Adv3D: Generating Safety-Critical 3D Objects through Closed-Loop Simulation
This addresses the need for rigorous safety testing of full autonomy systems in self-driving vehicles, though it is incremental by focusing on shape variations rather than broader scene changes.
The paper tackles the problem of testing self-driving vehicles by proposing Adv3D, a framework that uses closed-loop simulation to generate realistic 3D vehicle shapes that degrade autonomy performance, resulting in more effective failures and uncomfortable maneuvers compared to open-loop methods.

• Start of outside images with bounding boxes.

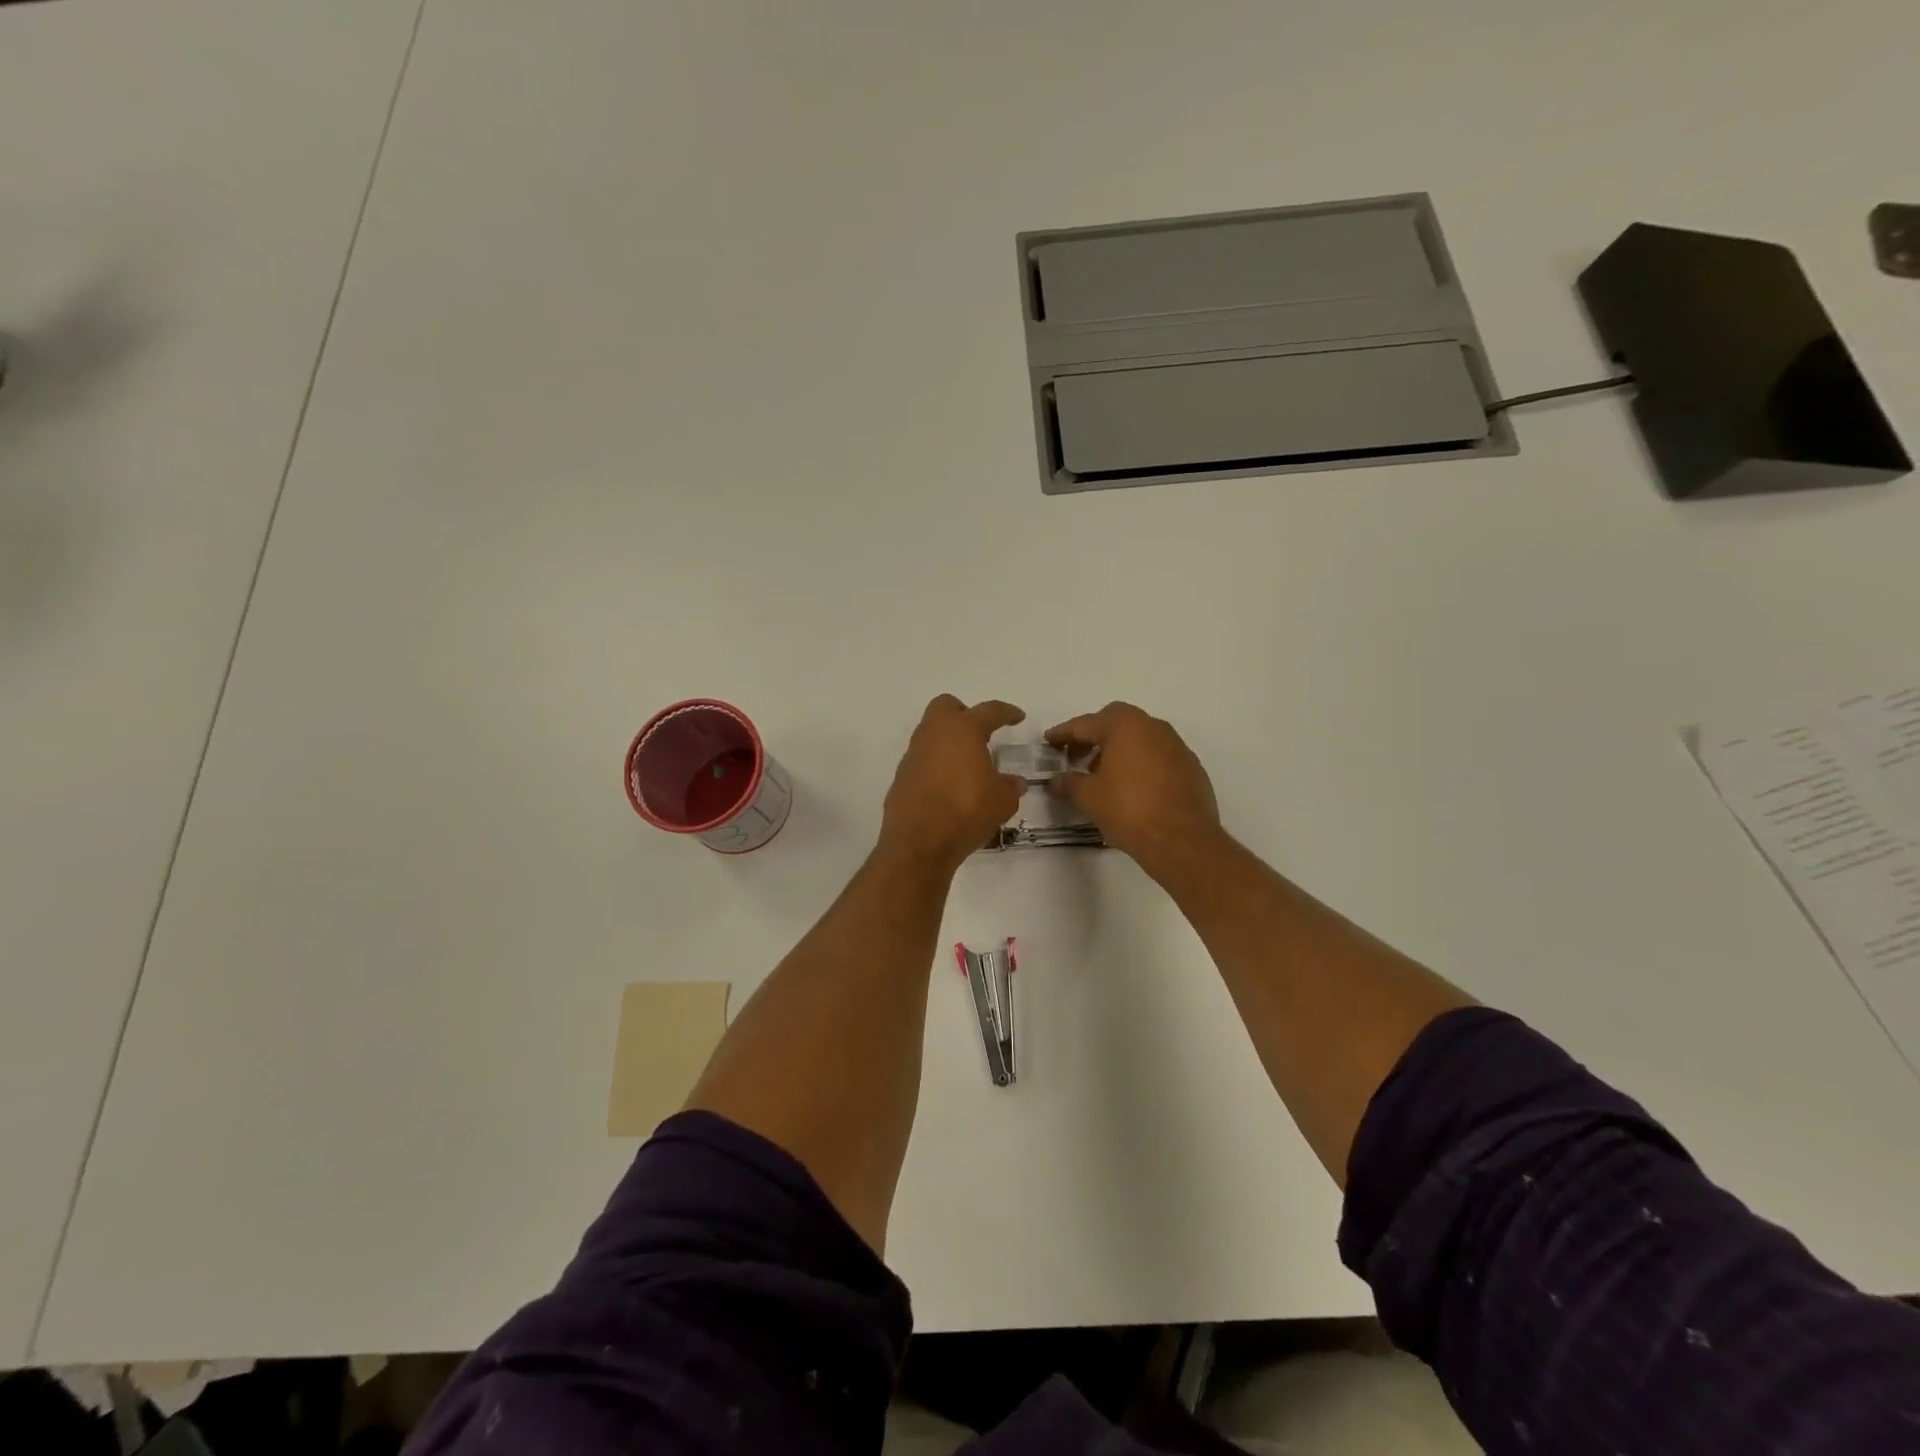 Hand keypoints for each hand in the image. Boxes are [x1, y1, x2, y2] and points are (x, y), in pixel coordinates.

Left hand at [879, 695, 1025, 871]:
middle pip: (947, 707)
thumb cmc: (966, 811)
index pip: (989, 711)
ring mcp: (914, 754)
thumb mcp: (1002, 801)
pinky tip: (949, 787)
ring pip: (931, 733)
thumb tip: (1014, 783)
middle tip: (981, 734)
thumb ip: (1010, 786)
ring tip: (967, 766)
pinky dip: (936, 765)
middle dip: (964, 714)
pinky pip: (922, 759)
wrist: (918, 842)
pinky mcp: (901, 776)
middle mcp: (934, 734)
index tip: (1018, 717)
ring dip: (949, 742)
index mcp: (963, 730)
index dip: (1006, 712)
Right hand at [1046, 702, 1220, 875]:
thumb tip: (1057, 781)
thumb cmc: (1129, 810)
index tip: (1048, 741)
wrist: (1182, 839)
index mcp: (1124, 726)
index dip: (1063, 734)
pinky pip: (1157, 754)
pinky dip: (1139, 762)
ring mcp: (1175, 745)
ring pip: (1139, 736)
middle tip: (1076, 755)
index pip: (1085, 724)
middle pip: (1115, 721)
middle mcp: (1152, 726)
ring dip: (1117, 748)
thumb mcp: (1089, 797)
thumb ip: (1069, 783)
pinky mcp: (1190, 766)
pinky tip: (1131, 786)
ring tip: (1101, 773)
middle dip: (1093, 735)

Self-driving vehicles (SDVs) must be rigorously tested on a wide range of scenarios to ensure safe deployment. The industry typically relies on closed-loop simulation to evaluate how the SDV interacts on a corpus of synthetic and real scenarios and verify it performs properly. However, they primarily only test the system's motion planning module, and only consider behavior variations. It is key to evaluate the full autonomy system in closed-loop, and to understand how variations in sensor data based on scene appearance, such as the shape of actors, affect system performance. In this paper, we propose a framework, Adv3D, that takes real world scenarios and performs closed-loop sensor simulation to evaluate autonomy performance, and finds vehicle shapes that make the scenario more challenging, resulting in autonomy failures and uncomfortable SDV maneuvers. Unlike prior works that add contrived adversarial shapes to vehicle roof-tops or roadside to harm perception only, we optimize a low-dimensional shape representation to modify the vehicle shape itself in a realistic manner to degrade autonomy performance (e.g., perception, prediction, and motion planning). Moreover, we find that the shape variations found with Adv3D optimized in closed-loop are much more effective than those in open-loop, demonstrating the importance of finding scene appearance variations that affect autonomy in the interactive setting.